Influence of extreme conditions on the formation and structures of caesium uranium(VI) arsenates.

Four new uranyl arsenates, Cs2[(UO2)(As2O7)] (1), α-Cs[(UO2)(HAs2O7)] (2), β-Cs[(UO2)(HAs2O7)] (3), Cs[(UO2)(HAs2O7)]·0.17H2O (4), were synthesized by high-temperature/high pressure (HT/HP) reactions at 900 °C and 3 GPa. These phases were subsequently characterised structurally as well as chemically. We demonstrated that compound 1 can also be obtained at ambient pressure. Compounds 1, 2, and 4 are based on two-dimensional (2D) anionic layers with two different topological types. The layers possess a similar composition, (UO2)(As2O7) in 1 and (UO2)(HAs2O7) in 2 and 4. However, the presence of hydrogen in 2 and 4 leads to a change in coordination modes of the pyroarsenate groups. There are additional 0.17 H2O molecules per formula unit in 4, which cause slight distortions of the layers in 4. All these layers can be simplified to a common net, which is typical of autunite-like layered compounds. Compound 3 is a polymorph of compound 2, but the structural arrangements in these two are significantly different. The structure of 3 is based upon a three-dimensional (3D) framework, in which UO7 is coordinated by arsenate groups in order to form uranyl anion sheets, and UO6 is located within the interlayers.
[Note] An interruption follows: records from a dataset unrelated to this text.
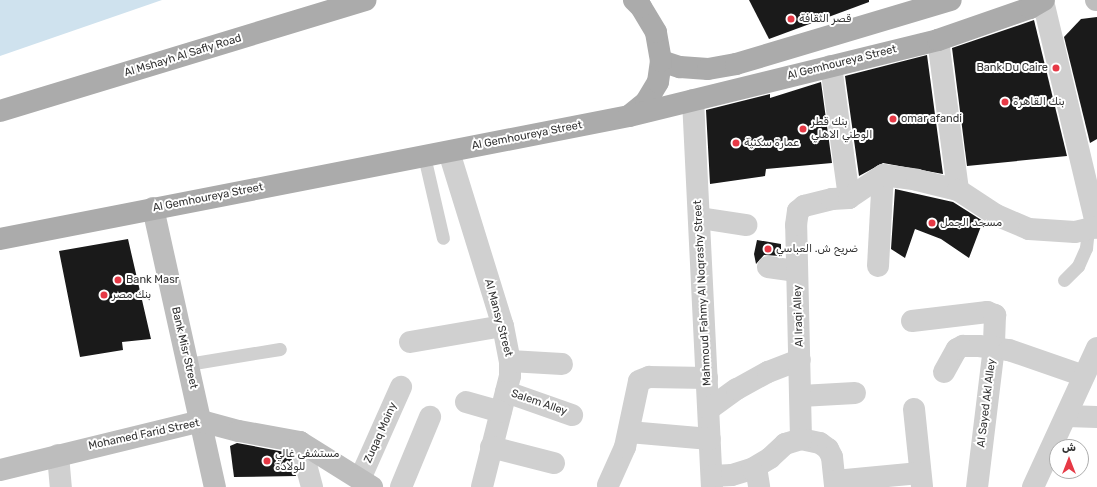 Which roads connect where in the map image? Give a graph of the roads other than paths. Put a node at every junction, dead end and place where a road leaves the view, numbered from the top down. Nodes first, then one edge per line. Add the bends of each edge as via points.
1 (365, 0) edge
2 (634, 0) edge
3 (951, 0) edge
4 (1043, 0) edge
5 (938, 40) junction
6 (661, 61) junction
7 (831, 66) junction
8 (693, 100) junction
9 (0, 111) edge
10 (629, 116) junction
11 (449, 152) junction
12 (424, 156) junction
13 (883, 175) junction
14 (958, 190) junction
15 (849, 198) junction
16 (153, 208) junction
17 (700, 218) junction
18 (746, 225) dead end
19 (1094, 228) edge
20 (443, 238) dead end
21 (0, 239) edge
22 (878, 266) dead end
23 (768, 267) dead end
24 (798, 271) junction
25 (1064, 280) dead end
26 (912, 321) dead end
27 (503, 326) junction
28 (410, 342) dead end
29 (994, 347) junction
30 (1097, 348) edge
31 (280, 349) dead end
32 (800, 360) junction
33 (510, 361) junction
34 (188, 364) junction
35 (562, 364) dead end
36 (944, 372) dead end
37 (1084, 376) junction
38 (707, 378) junction
39 (401, 388) dead end
40 (506, 392) junction
41 (856, 393) dead end
42 (801, 396) junction
43 (466, 402) dead end
44 (708, 409) junction
45 (914, 409) dead end
46 (501, 412) junction
47 (572, 414) dead end
48 (1067, 416) junction
49 (1097, 416) edge
50 (430, 417) dead end
51 (201, 421) junction
52 (629, 432) junction
53 (710, 439) junction
54 (801, 439) junction
55 (300, 442) junction
56 (491, 447) junction
57 (58, 455) junction
58 (554, 463) dead end
59 (0, 470) edge
60 (757, 477) edge
61 (921, 480) edge
62 (712, 482) edge
63 (366, 483) edge
64 (835, 484) edge
65 (608, 485) dead end
66 (62, 487) edge
67 (215, 487) edge
68 (312, 487) edge
69 (401, 487) edge
70 (482, 487) edge
71 (977, 487) edge
72 (1033, 487) edge

1 - 9 main road, Al Mshayh Al Safly Road
2 - 6 main road via 641,6 656,32
3 - 6 main road via 736,64 708,69 680,67
4 - 5 main road, Al Gemhoureya Street via 1030,8
4 - 19 street
5 - 7 main road, Al Gemhoureya Street
5 - 14 street
6 - 10 main road via 658,82 646,102
7 - 8 main road, Al Gemhoureya Street
7 - 15 street
8 - 10 main road, Al Gemhoureya Street
8 - 17 street, Mahmoud Fahmy Al Noqrashy Street
10 - 11 main road, Al Gemhoureya Street
11 - 12 main road, Al Gemhoureya Street
11 - 27 street, Al Mansy Street
12 - 16 main road, Al Gemhoureya Street
12 - 20 lane
13 - 14 street
13 - 15 street
13 - 22 street
14 - 19 street via 996,215 1029,229 1050,232
15 - 24 street, Al Iraqi Alley via 813,202 798,211
16 - 21 main road, Al Gemhoureya Street
16 - 34 street, Bank Misr Street
17 - 18 street
17 - 38 street, Mahmoud Fahmy Al Noqrashy Street
19 - 25 lane via 1078,266
23 - 24 street
24 - 32 street, Al Iraqi Alley
26 - 29 street, Al Sayed Akl Alley via 992,313 996,319
27 - 28 street
27 - 33 street, Al Mansy Street
29 - 36 street via 963,346 958,349
29 - 37 street
29 - 71 street, Al Sayed Akl Alley
30 - 37 street
31 - 34 lane
32 - 42 street, Al Iraqi Alley
32 - 44 street via 768,372
33 - 35 street
33 - 40 street, Al Mansy Street
34 - 51 street, Bank Misr Street
37 - 48 street
38 - 44 street, Mahmoud Fahmy Al Noqrashy Street
38 - 52 street via 649,377 639,381
39 - 63 street, Zuqaq Moiny
40 - 46 street, Al Mansy Street
40 - 47 street, Salem Alley
41 - 42 street
42 - 54 street, Al Iraqi Alley
43 - 46 street
44 - 53 street, Mahmoud Fahmy Al Noqrashy Street
45 - 61 street
46 - 56 street, Al Mansy Street
48 - 49 street
48 - 72 street
50 - 69 street
51 - 55 street, Mohamed Farid Street
51 - 57 street, Mohamed Farid Street
51 - 67 street, Bank Misr Street
52 - 53 street
52 - 65 street via 620,462
53 - 62 street, Mahmoud Fahmy Al Noqrashy Street
54 - 60 street via 785,444
54 - 64 street via 820,443 828,449 832,457
55 - 63 street, Mohamed Farid Street
55 - 68 street
56 - 58 street
56 - 70 street, Al Mansy Street
57 - 59 street, Mohamed Farid Street
57 - 66 street
60 - 62 street via 732,475
61 - 64 street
Bond valance analysis proved the presence of OH(-) groups in compounds 2, 3, and 4, respectively, and water molecules in 4. The Raman analyses enabled the study of the local environments of the arsenate and the uranyl groups within the investigated phases, respectively. It turned out that the applied HT/HP synthesis method strongly affects the crystal chemistry as well as the observed structural features of all obtained compounds.